Use the daughtercard DCMs to multiply this 35 MHz
clock back to 70 Mhz to re-clock the input data
( a fixed 180 or 270 phase shift should do, this is
a forwarded clock so cable prop delay doesn't matter).
Also use the DCMs to generate a daughtercard 140 MHz to
use as a DDR output clock for your outgoing 280 Mbps data.
Back on the motherboard, you'll need a dynamic or
cable-length-calibrated fixed phase shift of the master
140 Mhz to re-clock the data, as a two meter round trip
cable delay is longer than a bit period at 280 Mbps.
have fun,
Brian
(Note 1) Digikey, 3db 100 ohm diff. 0404, EXB-24AB3CR8X
(Note 2) using a good differential osc. to directly
clock the output DDR register, without using a DCM,
will avoid cascading two DCMs in the overall link.
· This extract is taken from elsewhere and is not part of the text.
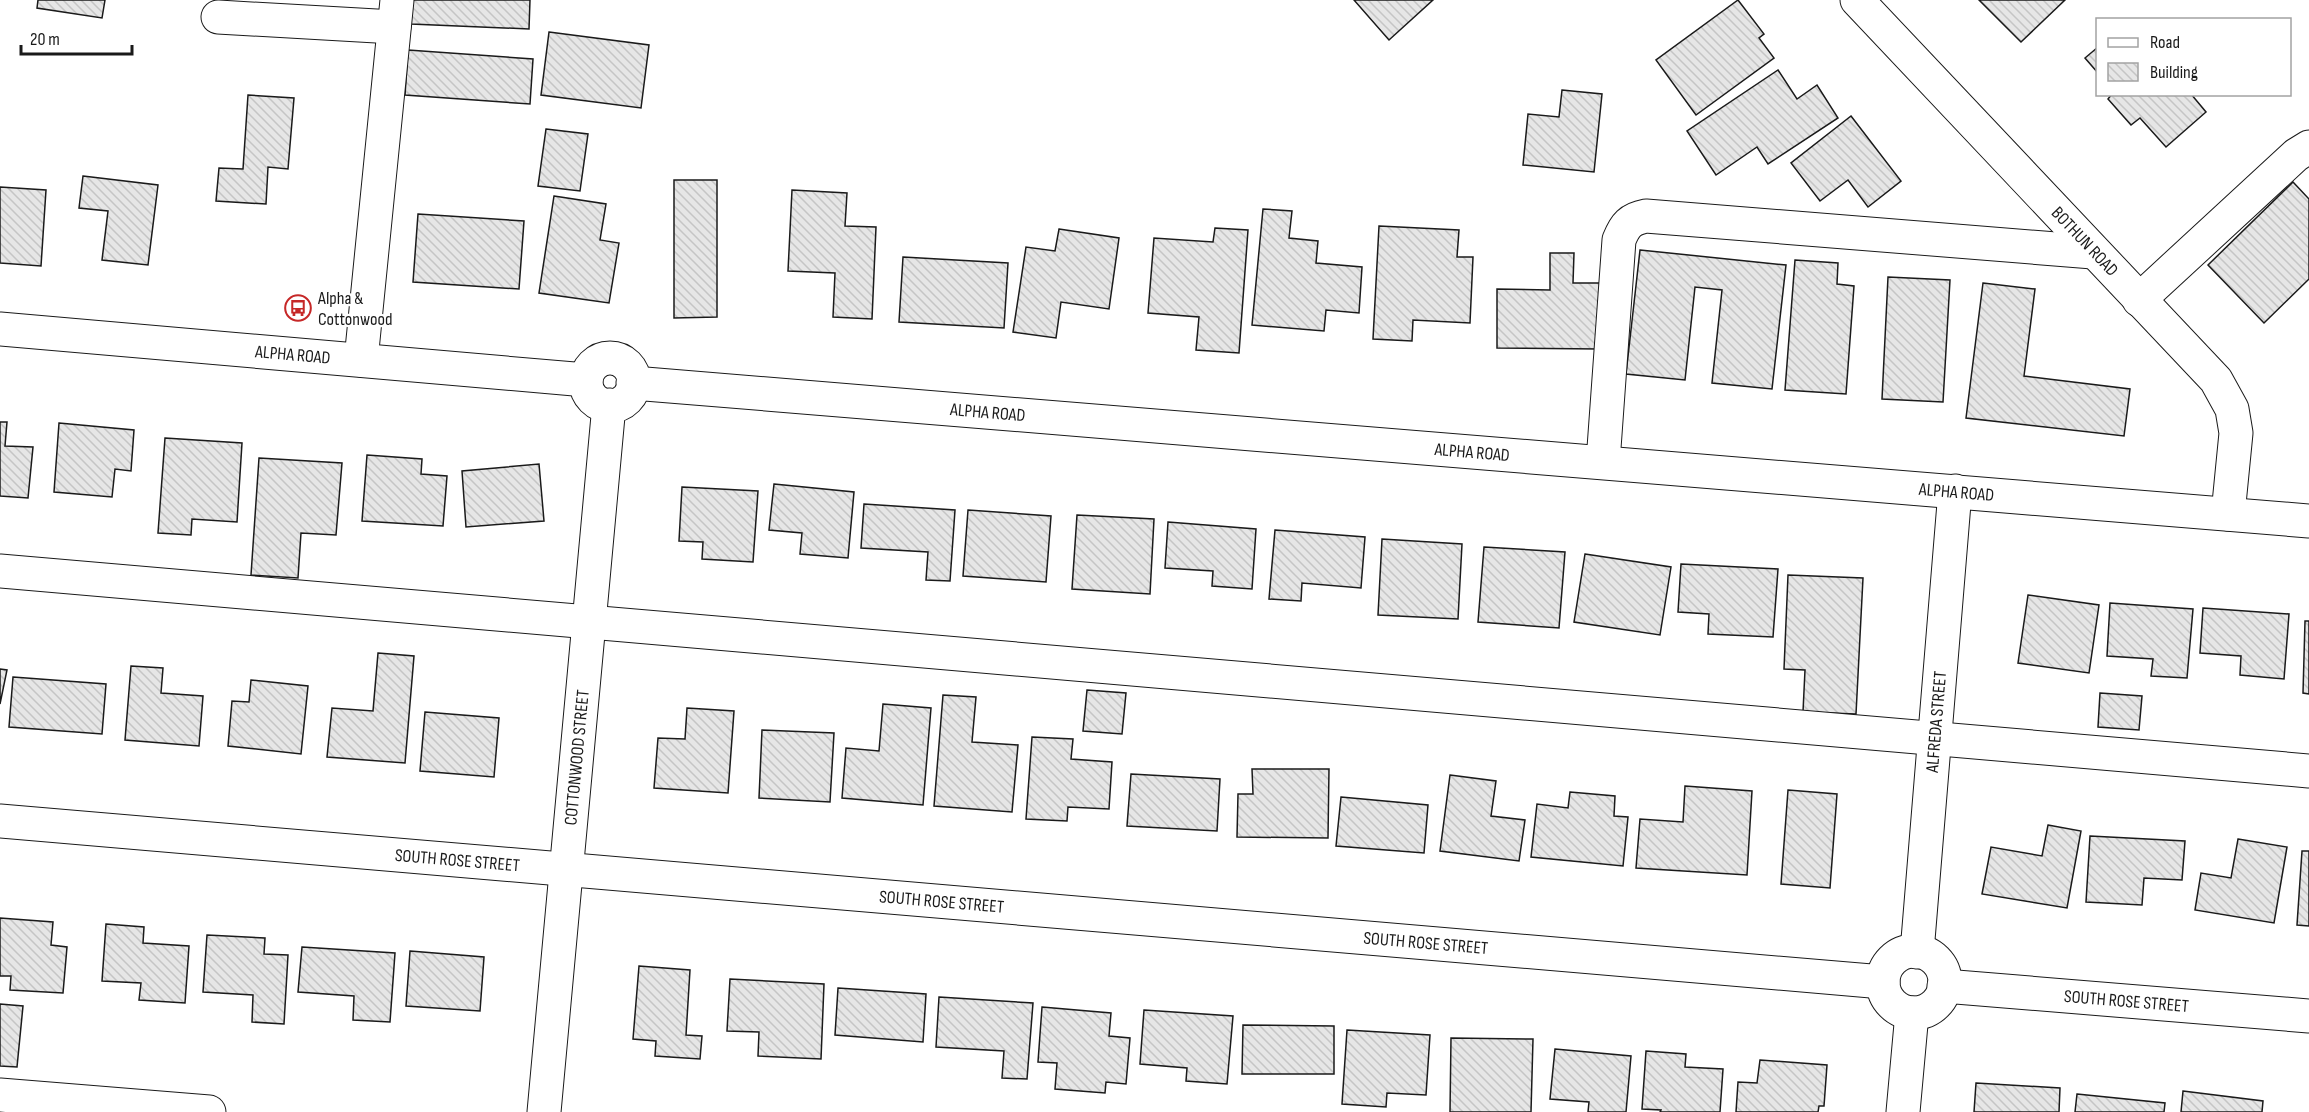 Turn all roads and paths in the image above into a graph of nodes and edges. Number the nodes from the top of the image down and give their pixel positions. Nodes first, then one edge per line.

SDR with 280 MHz clock or DDR with 140 Mhz clock.
(Note 3) the DCMs have an input divider, which may
be rising edge triggered
Hi,
Normally, you houldn't neeed the divide by 2 and cable stub: just use the
fact that DCMs align to the rising edge and use their CLK180 to clock your
data in.
Regards,
Alvin.
Without the divide by two to strip the phase modulation, I think the
duty cycle variation might drive the DCM's batty, as it's well outside
the allowed DCM input clock duty cycle and cycle-cycle jitter specs.